**Source records:**
%%
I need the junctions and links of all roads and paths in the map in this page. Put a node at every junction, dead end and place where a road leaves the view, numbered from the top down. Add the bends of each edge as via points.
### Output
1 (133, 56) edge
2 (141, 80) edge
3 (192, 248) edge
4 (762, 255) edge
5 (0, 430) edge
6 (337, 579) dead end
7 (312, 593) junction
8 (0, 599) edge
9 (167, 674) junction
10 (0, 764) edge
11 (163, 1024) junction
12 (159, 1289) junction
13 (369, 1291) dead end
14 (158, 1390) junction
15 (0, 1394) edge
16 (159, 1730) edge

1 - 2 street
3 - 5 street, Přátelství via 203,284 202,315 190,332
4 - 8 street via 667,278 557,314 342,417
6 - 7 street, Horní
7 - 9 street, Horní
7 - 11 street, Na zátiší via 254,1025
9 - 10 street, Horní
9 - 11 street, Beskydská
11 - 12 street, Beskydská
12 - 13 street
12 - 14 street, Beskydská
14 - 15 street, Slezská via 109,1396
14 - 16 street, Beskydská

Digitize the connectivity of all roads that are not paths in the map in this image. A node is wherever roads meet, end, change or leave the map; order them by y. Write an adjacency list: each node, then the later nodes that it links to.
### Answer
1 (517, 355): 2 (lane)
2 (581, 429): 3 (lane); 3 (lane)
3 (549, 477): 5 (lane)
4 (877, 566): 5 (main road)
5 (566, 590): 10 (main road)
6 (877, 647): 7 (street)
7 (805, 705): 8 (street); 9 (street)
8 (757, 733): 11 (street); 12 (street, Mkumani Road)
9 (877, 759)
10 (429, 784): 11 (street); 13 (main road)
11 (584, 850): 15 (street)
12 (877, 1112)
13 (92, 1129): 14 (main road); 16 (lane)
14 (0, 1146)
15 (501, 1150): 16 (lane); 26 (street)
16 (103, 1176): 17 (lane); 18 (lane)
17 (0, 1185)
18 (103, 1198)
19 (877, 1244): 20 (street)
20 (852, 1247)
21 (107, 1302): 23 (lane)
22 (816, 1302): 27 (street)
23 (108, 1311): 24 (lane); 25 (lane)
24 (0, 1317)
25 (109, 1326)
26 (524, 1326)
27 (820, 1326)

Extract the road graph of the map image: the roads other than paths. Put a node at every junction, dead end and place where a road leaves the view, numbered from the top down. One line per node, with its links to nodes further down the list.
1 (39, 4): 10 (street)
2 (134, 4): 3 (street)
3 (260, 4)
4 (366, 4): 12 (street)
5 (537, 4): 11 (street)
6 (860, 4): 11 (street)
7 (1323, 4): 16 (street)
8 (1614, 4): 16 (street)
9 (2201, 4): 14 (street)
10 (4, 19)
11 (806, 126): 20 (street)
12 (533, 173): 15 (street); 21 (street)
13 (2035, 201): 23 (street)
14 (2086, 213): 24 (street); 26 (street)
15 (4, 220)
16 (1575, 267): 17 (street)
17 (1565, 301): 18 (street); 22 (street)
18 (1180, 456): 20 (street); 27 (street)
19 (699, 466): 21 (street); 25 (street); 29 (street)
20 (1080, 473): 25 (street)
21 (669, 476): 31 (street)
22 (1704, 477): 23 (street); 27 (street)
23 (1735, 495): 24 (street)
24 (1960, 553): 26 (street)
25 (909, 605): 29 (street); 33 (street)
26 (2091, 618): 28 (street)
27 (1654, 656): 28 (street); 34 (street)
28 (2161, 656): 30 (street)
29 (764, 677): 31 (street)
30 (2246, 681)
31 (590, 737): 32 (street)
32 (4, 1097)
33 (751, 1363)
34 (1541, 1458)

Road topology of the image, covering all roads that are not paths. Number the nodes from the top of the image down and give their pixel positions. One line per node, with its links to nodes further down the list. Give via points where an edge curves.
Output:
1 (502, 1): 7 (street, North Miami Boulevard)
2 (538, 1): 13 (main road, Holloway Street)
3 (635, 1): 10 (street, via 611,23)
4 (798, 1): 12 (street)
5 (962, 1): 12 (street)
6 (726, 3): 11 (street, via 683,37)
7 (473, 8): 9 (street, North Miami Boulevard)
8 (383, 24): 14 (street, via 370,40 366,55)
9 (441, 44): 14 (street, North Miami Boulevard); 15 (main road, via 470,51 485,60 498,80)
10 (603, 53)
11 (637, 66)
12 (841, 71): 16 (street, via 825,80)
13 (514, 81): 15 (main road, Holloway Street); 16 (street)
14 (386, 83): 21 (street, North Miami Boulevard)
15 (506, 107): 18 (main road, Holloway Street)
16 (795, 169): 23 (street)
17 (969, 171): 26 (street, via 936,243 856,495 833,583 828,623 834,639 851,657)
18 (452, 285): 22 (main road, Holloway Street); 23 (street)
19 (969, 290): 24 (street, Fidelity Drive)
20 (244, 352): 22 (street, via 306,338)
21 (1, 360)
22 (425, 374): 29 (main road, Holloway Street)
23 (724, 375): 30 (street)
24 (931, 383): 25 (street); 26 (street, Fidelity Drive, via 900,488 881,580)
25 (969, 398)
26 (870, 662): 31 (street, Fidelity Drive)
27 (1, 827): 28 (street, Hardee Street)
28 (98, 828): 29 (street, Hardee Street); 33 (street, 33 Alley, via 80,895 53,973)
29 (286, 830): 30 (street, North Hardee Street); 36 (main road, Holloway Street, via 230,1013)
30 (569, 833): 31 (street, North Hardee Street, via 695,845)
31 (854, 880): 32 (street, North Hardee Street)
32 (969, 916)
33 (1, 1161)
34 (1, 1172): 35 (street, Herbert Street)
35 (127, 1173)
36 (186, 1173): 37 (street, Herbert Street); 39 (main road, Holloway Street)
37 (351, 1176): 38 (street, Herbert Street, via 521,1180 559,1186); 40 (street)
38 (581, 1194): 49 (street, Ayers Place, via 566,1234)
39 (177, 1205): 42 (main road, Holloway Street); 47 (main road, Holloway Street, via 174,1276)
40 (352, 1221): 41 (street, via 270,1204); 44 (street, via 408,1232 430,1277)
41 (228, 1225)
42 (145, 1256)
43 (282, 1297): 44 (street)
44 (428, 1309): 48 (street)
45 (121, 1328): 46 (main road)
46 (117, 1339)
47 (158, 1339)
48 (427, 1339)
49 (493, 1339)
%%
**Exercise brief:** Each entry is to be returned in full, character for character.

**Response for this exercise:**
I need the junctions and links of all roads and paths in the map in this page. Put a node at every junction, dead end and place where a road leaves the view, numbered from the top down. Add the bends of each edge as via points.
### Output
1 (133, 56) edge
2 (141, 80) edge
3 (192, 248) edge
4 (762, 255) edge
5 (0, 430) edge
6 (337, 579) dead end
7 (312, 593) junction
8 (0, 599) edge
9 (167, 674) junction
10 (0, 764) edge
11 (163, 1024) junction
12 (159, 1289) junction
13 (369, 1291) dead end
14 (158, 1390) junction
15 (0, 1394) edge
16 (159, 1730) edge

1 - 2 street
3 - 5 street, Přátelství via 203,284 202,315 190,332
4 - 8 street via 667,278 557,314 342,417
6 - 7 street, Horní
7 - 9 street, Horní
7 - 11 street, Na zátiší via 254,1025
9 - 10 street, Horní
9 - 11 street, Beskydská
11 - 12 street, Beskydská
12 - 13 street
12 - 14 street, Beskydská
14 - 15 street, Slezská via 109,1396
14 - 16 street, Beskydská

Digitize the connectivity of all roads that are not paths in the map in this image. A node is wherever roads meet, end, change or leave the map; order them by y. Write an adjacency list: each node, then the later nodes that it links to.
### Answer
1 (517, 355): 2 (lane)
2 (581, 429): 3 (lane); 3 (lane)
3 (549, 477): 5 (lane)
4 (877, 566): 5 (main road)
5 (566, 590): 10 (main road)
6 (877, 647): 7 (street)
7 (805, 705): 8 (street); 9 (street)
8 (757, 733): 11 (street); 12 (street, Mkumani Road)
9 (877, 759)
10 (429, 784): 11 (street); 13 (main road)
11 (584, 850): 15 (street)
12 (877, 1112)
13 (92, 1129): 14 (main road); 16 (lane)
14 (0, 1146)
15 (501, 1150): 16 (lane); 26 (street)
16 (103, 1176): 17 (lane); 18 (lane)
17 (0, 1185)
18 (103, 1198)
19 (877, 1244): 20 (street)
20 (852, 1247)
21 (107, 1302): 23 (lane)
22 (816, 1302): 27 (street)
23 (108, 1311): 24 (lane); 25 (lane)
24 (0, 1317)
25 (109, 1326)
26 (524, 1326)
27 (820, 1326)

Extract the road graph of the map image: the roads other than paths. Put a node at every junction, dead end and place where a road leaves the view, numbered from the top down. One line per node, with its links to nodes further down the list.
1 (39, 4): 10 (street)
2 (134, 4): 3 (street)
3 (260, 4)
4 (366, 4): 12 (street)
5 (537, 4): 11 (street)
6 (860, 4): 11 (street)
7 (1323, 4): 16 (street)
8 (1614, 4): 16 (street)
9 (2201, 4): 14 (street)
10 (4, 19)
11 (806, 126): 20 (street)
12 (533, 173): 15 (street); 21 (street)
13 (2035, 201): 23 (street)
14 (2086, 213): 24 (street); 26 (street)
15 (4, 220)
16 (1575, 267): 17 (street)
17 (1565, 301): 18 (street); 22 (street)
18 (1180, 456): 20 (street); 27 (street)
19 (699, 466): 21 (street); 25 (street); 29 (street)
20 (1080, 473): 25 (street)
21 (669, 476): 31 (street)
22 (1704, 477): 23 (street); 27 (street)
23 (1735, 495): 24 (street)
24 (1960, 553): 26 (street)
25 (909, 605): 29 (street); 33 (street)
26 (2091, 618): 28 (street)
27 (1654, 656): 28 (street); 34 (street)
28 (2161, 656): 30 (street)
29 (764, 677): 31 (street)
30 (2246, 681)
31 (590, 737): 32 (street)
32 (4, 1097)
33 (751, 1363)
34 (1541, 1458)

Road topology of the image, covering all roads that are not paths. Number the nodes from the top of the image down and give their pixel positions. One line per node, with its links to nodes further down the list. Give via points where an edge curves.
Output:
1 (502, 1): 7 (street, North Miami Boulevard)
2 (538, 1): 13 (main road, Holloway Street)
3 (635, 1): 10 (street, via 611,23)
4 (798, 1): 12 (street)
5 (962, 1): 12 (street)
6 (726, 3): 11 (street, via 683,37)
7 (473, 8): 9 (street, North Miami Boulevard)
8 (383, 24): 14 (street, via 370,40 366,55)
9 (441, 44): 14 (street, North Miami Boulevard); 15 (main road, via 470,51 485,60 498,80)
10 (603, 53)
11 (637, 66)
12 (841, 71): 16 (street, via 825,80)
13 (514, 81): 15 (main road, Holloway Street); 16 (street)
14 (386, 83): 21 (street, North Miami Boulevard)
15 (506, 107): 18 (main road, Holloway Street)
16 (795, 169): 23 (street)
17 (969, 171): 26 (street, via 936,243 856,495 833,583 828,623 834,639 851,657)
18 (452, 285): 22 (main road, Holloway Street); 23 (street)
19 (969, 290): 24 (street, Fidelity Drive)
20 (244, 352): 22 (street, via 306,338)
21 (1, 360)
22 (425, 374): 29 (main road, Holloway Street)
23 (724, 375): 30 (street)
24 (931, 383): 25 (street); 26 (street, Fidelity Drive, via 900,488 881,580)
25 (969, 398)
26 (870, 662): 31 (street, Fidelity Drive)
27 (1, 827): 28 (street, Hardee Street)
28 (98, 828): 29 (street, Hardee Street); 33 (street, 33 Alley, via 80,895 53,973)
29 (286, 830): 30 (street, North Hardee Street); 36 (main road, Holloway Street, via 230,1013)
30 (569, 833): 31 (street, North Hardee Street, via 695,845)
31 (854, 880): 32 (street, North Hardee Street)
32 (969, 916)
33 (1, 1161)
34 (1, 1172): 35 (street, Herbert Street)
35 (127, 1173)
36 (186, 1173): 37 (street, Herbert Street); 39 (main road, Holloway Street)
37 (351, 1176): 38 (street, Herbert Street, via 521,1180 559,1186); 40 (street)
38 (581, 1194): 49 (street, Ayers Place, via 566,1234)
39 (177, 1205): 42 (main road, Holloway Street); 47 (main road, Holloway Street, via 174,1276)
40 (352, 1221): 41 (street, via 270,1204); 44 (street, via 408,1232 430,1277)
41 (228, 1225)
42 (145, 1256)
43 (282, 1297): 44 (street)
44 (428, 1309): 48 (street)
45 (121, 1328): 46 (main road)
46 (117, 1339)
47 (158, 1339)
48 (427, 1339)
49 (493, 1339)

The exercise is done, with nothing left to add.